Going through the data below, copy out each line where the word "Жасминовая" shows up.

---------- EXTRACTED MATERIAL ----------

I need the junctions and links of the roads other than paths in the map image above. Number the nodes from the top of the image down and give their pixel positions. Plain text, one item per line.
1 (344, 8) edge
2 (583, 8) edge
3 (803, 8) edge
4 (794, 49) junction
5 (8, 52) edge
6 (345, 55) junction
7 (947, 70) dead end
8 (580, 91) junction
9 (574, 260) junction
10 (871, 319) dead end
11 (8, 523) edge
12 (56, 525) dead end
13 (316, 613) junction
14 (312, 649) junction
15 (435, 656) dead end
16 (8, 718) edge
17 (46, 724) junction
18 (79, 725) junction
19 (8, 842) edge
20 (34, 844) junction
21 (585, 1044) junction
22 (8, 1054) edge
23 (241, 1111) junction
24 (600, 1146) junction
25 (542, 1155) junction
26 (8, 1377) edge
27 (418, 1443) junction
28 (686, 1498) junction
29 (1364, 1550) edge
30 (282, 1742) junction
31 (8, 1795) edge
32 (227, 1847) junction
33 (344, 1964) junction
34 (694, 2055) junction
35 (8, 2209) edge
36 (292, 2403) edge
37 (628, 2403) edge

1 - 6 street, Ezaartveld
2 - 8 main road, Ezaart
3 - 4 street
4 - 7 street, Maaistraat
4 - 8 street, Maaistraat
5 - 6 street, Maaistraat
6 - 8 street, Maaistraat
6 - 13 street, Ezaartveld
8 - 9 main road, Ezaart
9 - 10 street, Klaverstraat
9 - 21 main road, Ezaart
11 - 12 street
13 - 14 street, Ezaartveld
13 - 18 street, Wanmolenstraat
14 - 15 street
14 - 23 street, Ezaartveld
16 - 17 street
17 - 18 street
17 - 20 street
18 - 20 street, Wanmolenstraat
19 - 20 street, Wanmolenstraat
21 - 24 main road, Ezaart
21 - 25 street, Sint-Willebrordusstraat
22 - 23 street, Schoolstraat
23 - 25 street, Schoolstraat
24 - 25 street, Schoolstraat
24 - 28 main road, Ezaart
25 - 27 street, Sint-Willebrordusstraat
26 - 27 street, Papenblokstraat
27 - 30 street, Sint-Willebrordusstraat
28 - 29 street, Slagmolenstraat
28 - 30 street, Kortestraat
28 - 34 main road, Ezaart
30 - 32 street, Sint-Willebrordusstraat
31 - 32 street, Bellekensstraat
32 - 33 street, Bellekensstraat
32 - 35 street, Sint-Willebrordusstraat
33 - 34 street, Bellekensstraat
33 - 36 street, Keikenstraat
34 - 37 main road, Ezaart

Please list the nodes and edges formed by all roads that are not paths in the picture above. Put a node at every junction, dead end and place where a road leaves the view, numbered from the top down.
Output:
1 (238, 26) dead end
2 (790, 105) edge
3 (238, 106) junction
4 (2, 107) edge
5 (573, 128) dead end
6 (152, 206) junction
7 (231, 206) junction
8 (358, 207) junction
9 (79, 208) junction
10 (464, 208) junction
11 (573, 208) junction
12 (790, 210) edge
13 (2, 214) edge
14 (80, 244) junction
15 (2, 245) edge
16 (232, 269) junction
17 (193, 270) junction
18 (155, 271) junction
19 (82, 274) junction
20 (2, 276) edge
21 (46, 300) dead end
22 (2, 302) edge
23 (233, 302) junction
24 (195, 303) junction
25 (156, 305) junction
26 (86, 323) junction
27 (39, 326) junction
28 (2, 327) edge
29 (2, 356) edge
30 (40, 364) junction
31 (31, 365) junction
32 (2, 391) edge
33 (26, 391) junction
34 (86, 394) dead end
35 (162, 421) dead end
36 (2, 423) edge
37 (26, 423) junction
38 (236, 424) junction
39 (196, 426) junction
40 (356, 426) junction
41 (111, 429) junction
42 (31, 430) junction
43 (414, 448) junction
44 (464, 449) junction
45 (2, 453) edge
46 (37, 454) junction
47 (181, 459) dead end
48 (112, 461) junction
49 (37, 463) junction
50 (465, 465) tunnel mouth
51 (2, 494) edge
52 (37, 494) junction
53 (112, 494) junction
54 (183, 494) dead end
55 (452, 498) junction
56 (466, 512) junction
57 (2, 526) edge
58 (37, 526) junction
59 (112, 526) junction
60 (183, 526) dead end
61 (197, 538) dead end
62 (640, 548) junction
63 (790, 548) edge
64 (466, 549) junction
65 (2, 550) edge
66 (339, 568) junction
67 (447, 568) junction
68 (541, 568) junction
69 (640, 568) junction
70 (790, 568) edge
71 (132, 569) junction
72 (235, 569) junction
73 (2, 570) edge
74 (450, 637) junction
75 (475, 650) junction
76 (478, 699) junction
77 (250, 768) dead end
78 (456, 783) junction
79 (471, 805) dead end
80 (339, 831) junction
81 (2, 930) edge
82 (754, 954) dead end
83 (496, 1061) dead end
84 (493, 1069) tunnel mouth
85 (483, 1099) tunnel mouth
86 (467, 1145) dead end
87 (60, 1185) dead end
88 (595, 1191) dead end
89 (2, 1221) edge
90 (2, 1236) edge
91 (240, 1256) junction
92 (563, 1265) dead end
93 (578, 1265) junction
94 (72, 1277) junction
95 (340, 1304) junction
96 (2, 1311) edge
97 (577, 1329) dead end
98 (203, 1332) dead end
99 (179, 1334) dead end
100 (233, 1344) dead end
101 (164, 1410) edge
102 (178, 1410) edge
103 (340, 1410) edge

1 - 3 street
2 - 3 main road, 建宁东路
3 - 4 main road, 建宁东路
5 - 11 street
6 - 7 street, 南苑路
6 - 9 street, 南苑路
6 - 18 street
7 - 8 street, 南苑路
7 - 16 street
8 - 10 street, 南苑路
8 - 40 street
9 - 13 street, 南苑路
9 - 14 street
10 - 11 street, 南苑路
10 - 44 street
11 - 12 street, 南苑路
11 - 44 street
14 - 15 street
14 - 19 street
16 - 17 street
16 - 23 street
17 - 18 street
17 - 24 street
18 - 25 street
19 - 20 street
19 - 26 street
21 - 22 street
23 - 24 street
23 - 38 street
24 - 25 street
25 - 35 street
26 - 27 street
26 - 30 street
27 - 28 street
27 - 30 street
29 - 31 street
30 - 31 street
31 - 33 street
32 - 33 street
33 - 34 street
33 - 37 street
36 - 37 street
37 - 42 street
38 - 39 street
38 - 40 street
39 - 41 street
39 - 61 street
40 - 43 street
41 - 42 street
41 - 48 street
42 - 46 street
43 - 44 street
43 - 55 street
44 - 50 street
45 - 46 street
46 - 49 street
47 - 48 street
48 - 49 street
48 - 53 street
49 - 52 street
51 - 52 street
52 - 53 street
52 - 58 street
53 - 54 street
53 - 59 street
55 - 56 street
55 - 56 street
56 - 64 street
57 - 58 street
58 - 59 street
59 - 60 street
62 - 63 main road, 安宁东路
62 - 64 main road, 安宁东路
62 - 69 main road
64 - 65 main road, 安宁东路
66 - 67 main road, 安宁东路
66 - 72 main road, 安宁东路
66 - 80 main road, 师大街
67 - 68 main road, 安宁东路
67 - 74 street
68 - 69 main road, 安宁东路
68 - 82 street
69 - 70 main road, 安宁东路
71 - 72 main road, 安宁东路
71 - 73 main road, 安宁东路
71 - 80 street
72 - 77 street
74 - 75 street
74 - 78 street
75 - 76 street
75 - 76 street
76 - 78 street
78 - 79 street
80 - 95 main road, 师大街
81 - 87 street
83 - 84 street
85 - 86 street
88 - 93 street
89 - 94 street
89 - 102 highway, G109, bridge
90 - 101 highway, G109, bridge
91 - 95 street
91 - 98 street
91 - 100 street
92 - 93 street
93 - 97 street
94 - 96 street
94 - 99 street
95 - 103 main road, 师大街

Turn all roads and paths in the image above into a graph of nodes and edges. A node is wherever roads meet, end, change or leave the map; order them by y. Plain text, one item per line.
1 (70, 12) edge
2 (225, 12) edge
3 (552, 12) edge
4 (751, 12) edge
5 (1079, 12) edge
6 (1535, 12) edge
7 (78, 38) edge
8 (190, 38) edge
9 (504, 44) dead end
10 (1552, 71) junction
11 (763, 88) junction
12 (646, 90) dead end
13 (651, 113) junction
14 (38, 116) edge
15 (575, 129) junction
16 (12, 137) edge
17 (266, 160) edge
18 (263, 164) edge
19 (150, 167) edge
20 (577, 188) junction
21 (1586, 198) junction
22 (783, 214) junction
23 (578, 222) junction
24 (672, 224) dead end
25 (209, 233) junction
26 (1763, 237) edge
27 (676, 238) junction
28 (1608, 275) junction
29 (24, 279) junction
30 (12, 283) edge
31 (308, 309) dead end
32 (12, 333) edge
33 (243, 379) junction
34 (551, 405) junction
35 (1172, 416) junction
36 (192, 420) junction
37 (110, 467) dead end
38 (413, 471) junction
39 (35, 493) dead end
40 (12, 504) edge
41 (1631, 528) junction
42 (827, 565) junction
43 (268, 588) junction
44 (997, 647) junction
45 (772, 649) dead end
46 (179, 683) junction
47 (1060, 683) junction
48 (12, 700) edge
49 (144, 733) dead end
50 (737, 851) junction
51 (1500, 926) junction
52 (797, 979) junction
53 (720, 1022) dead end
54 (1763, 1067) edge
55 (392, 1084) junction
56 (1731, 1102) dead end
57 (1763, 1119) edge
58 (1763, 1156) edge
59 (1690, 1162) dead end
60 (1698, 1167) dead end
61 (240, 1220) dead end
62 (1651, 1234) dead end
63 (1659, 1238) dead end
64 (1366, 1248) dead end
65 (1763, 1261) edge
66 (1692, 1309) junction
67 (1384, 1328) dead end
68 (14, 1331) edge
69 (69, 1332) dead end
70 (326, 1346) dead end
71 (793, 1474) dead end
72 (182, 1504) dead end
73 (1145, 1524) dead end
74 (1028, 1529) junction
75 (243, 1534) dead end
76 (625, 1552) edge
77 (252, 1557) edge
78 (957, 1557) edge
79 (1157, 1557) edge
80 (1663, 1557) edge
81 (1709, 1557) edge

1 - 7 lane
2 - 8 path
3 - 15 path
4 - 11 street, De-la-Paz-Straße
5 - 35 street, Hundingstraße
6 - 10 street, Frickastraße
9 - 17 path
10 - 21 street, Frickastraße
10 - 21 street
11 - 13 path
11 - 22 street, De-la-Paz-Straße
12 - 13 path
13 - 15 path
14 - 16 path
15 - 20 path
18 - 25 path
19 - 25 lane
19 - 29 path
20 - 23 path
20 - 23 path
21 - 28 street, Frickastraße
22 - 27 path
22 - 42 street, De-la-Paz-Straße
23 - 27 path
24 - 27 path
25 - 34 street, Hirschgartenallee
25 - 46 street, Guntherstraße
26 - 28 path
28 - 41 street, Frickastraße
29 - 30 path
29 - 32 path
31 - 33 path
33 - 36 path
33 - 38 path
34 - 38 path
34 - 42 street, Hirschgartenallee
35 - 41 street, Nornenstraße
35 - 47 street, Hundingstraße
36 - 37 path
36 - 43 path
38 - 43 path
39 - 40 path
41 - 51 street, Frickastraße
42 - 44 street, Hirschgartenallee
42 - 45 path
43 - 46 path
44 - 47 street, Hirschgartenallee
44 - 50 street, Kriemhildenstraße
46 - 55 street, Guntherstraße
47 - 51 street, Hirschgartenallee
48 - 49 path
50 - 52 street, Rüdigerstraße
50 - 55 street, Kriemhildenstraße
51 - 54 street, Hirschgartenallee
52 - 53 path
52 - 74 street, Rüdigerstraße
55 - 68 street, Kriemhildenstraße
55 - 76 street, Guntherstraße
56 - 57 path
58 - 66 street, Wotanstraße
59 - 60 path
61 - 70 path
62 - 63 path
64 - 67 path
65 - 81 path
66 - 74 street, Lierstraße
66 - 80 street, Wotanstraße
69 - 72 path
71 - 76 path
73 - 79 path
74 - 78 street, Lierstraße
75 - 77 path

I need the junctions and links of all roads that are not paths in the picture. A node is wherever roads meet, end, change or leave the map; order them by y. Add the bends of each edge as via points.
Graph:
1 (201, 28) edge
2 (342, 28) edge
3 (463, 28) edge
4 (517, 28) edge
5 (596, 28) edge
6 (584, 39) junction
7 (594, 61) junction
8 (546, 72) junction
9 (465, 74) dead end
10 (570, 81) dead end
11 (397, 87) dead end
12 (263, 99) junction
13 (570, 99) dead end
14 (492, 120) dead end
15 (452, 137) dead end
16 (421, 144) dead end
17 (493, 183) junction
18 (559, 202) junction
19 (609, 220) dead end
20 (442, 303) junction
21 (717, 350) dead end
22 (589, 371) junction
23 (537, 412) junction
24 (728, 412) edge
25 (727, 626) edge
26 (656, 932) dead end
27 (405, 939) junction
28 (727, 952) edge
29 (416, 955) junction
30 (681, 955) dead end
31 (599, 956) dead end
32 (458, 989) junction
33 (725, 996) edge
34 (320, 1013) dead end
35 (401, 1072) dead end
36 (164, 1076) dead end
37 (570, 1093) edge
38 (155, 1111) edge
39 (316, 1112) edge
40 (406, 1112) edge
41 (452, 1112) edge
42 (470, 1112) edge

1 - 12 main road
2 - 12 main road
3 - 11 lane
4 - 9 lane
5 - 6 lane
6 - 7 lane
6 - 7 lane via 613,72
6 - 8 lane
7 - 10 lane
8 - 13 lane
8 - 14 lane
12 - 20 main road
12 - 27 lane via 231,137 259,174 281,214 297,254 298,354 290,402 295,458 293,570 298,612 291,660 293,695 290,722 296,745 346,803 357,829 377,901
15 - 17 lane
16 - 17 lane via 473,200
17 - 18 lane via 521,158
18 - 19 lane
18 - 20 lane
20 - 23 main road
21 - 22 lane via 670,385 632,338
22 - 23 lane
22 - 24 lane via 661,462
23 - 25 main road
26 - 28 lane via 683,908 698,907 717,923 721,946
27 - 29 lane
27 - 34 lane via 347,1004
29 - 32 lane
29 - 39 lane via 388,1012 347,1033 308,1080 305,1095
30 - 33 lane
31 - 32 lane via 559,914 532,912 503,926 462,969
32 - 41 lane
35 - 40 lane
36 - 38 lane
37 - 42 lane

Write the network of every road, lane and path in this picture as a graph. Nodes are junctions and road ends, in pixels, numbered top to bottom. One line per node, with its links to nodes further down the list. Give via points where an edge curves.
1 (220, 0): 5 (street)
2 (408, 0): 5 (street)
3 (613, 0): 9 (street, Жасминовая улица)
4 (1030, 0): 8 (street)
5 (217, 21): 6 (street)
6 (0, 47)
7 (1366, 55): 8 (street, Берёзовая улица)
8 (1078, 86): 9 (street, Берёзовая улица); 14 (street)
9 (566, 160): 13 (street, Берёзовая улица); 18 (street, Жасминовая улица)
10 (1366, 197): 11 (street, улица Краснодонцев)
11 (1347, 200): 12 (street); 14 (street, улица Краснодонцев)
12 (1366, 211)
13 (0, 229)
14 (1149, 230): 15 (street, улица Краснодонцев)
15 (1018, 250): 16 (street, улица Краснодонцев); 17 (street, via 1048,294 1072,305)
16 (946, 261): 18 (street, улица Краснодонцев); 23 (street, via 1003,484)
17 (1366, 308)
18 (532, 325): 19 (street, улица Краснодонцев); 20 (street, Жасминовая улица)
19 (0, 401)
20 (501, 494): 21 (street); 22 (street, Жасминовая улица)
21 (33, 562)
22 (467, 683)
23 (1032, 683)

----------

_RESULT OF THE EXERCISE_:
3 (613, 0): 9 (street, Жасминовая улица)
9 (566, 160): 13 (street, Берёзовая улица); 18 (street, Жасминовая улица)
18 (532, 325): 19 (street, улица Краснодонцев); 20 (street, Жасминовая улица)
20 (501, 494): 21 (street); 22 (street, Жасминовая улица)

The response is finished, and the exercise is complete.